SENIOR CLINICAL RESEARCH ASSOCAITE
Clinical Research Associate
Ireland – Dublin
Working within a highly qualified team you will identify, select, initiate and close-out investigational sites for clinical studies in phases II – IV ensuring adherence to applicable regulations and principles of ICH-GCP.
- You will work independently and proactively to coordinate all necessary activities required for setting up and monitoring a study, completing accurate study status reports and maintaining study documentation. You will be involved in the submission of protocol, consent documents for ethics/IRB approval and assist in the preparation of regulatory submissions as requested.
- Managing sponsor generated queries efficiently and taking responsibility for study cost effectiveness; you will also participate in the preparation and review of study documentation and feasibility studies for new proposals as required.
- Depending on your level of experience, you may assist in training and mentoring less experienced CRA’s and/or manage CRA’s working on international projects.
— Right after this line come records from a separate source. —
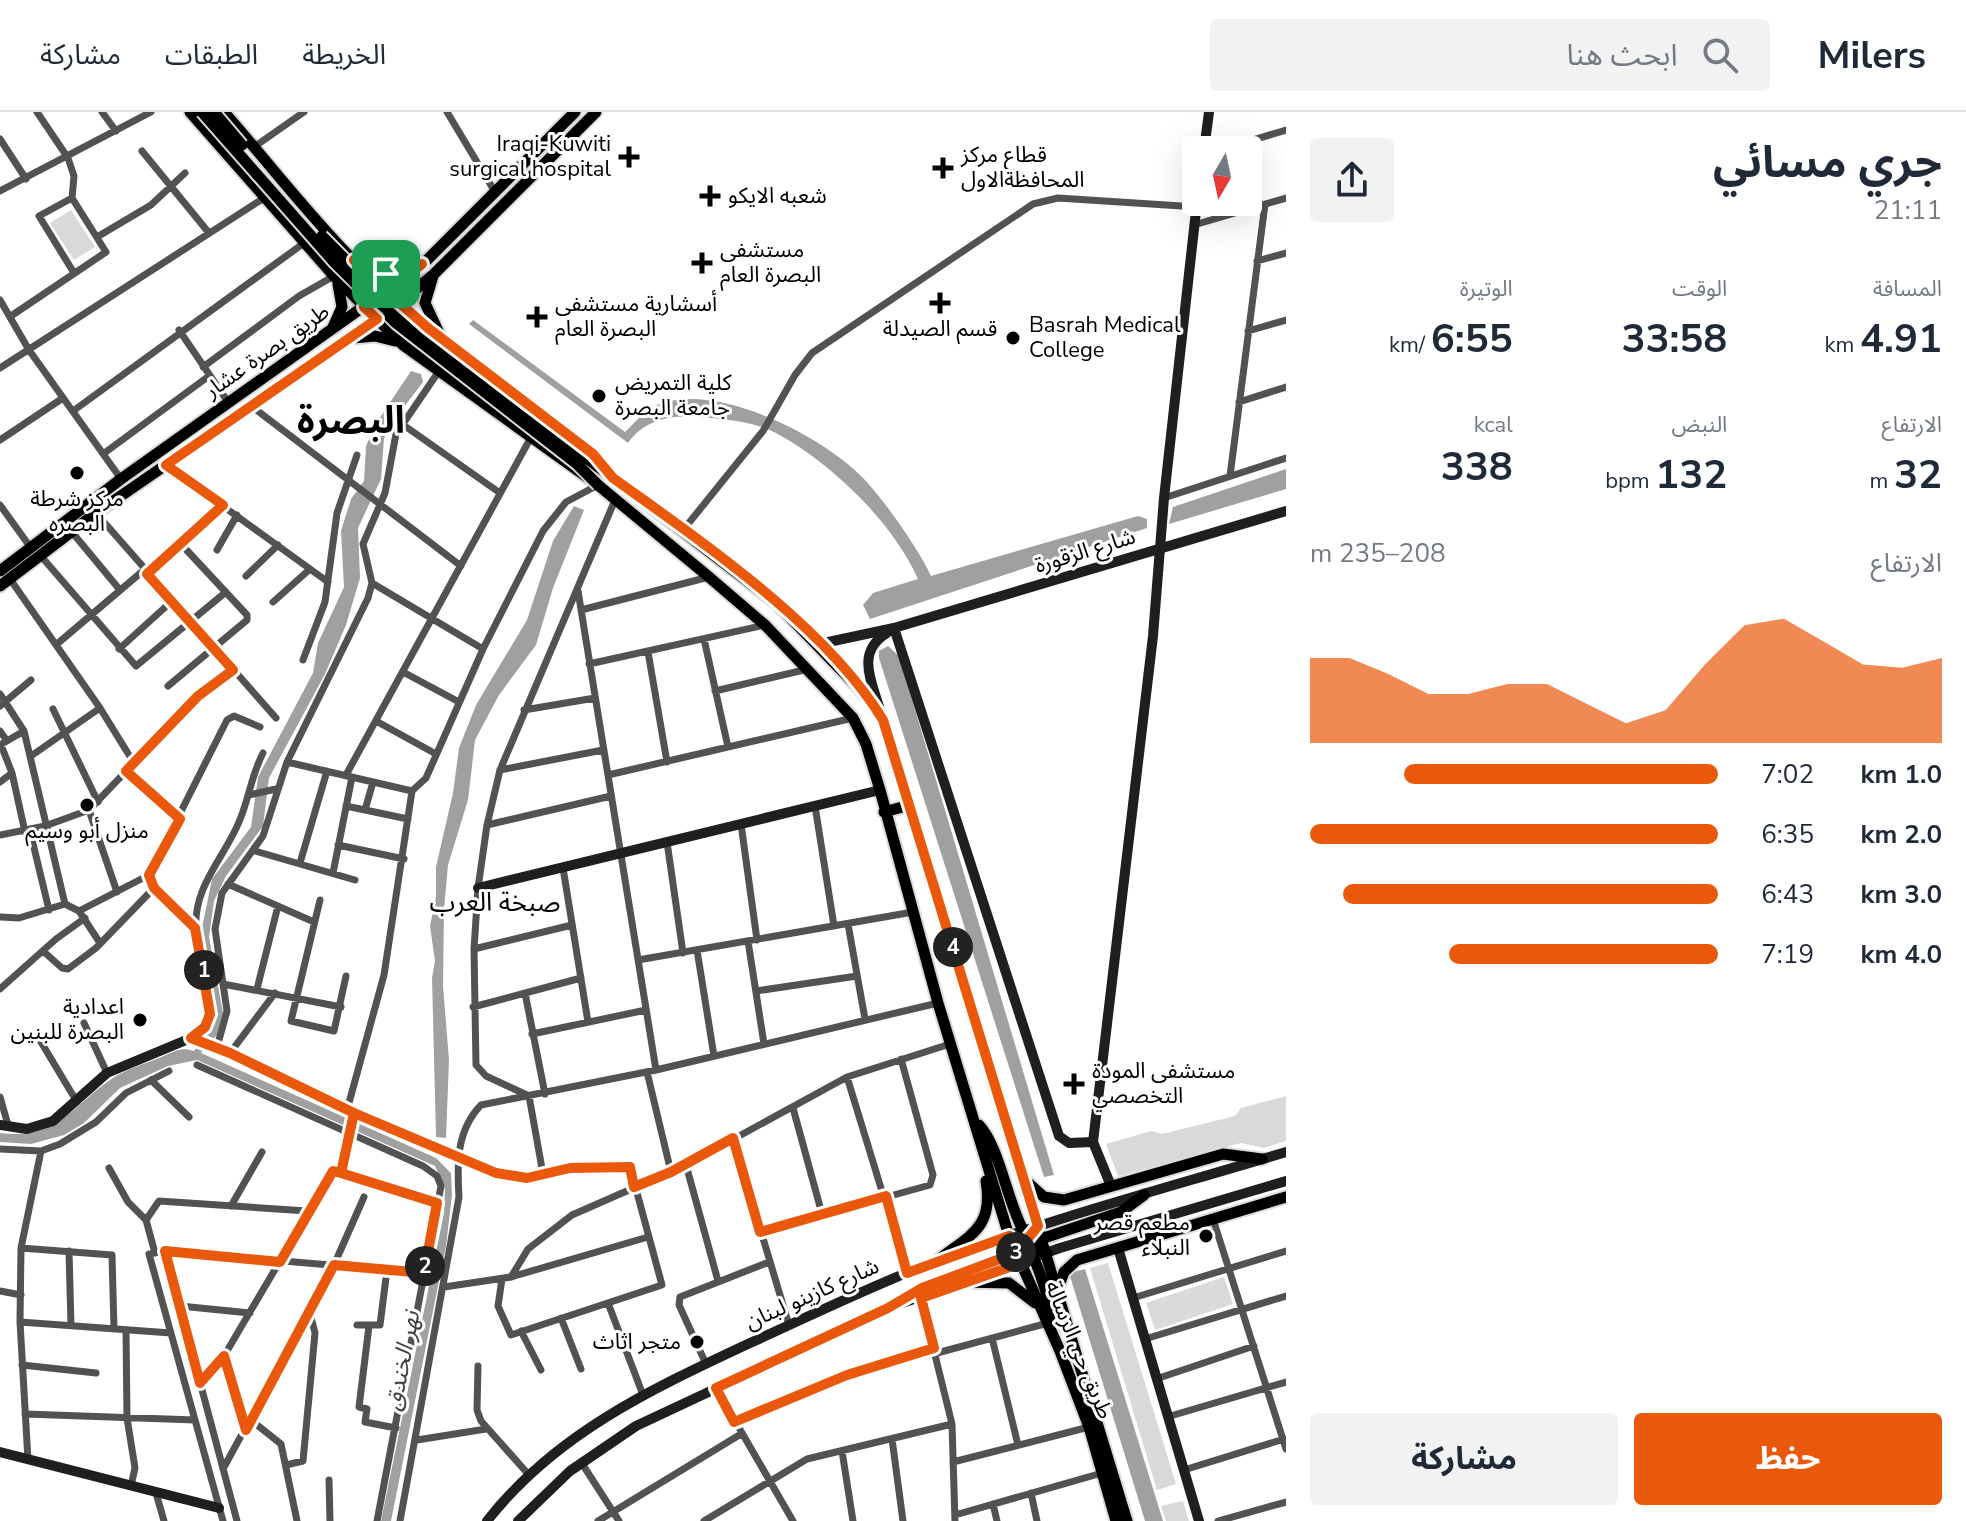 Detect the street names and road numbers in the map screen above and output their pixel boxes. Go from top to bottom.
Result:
street label: طريق بصرة عشار [198,297,336,406]
street label: شارع الزقورة [1031,521,1139,581]
street label: شارع كازينو لبنان [740,1251,884,1338]
street label: طريق حي الرسالة [1037,1276,1120,1424]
Experience and Qualification
- You should also have knowledge of ICH GCP guidelines and the expertise to review and evaluate medical data.
- Fluent in English, as well as the local language, you will possess excellent written and verbal communication and interpersonal skills enabling you to deal with queries in a timely manner. You should be able to produce accurate work to tight deadlines within a pressurised environment.
- Computer literate; you will be proficient in Microsoft Office.
- You must be available to travel at least 60% of the time (international and domestic -fly and drive) and should possess a valid driving licence. This position will cover sites based in both the UK and Ireland
- You will have the opportunity to progress your career and may wish to move into Project Management or into other related areas where you can further develop your skill set.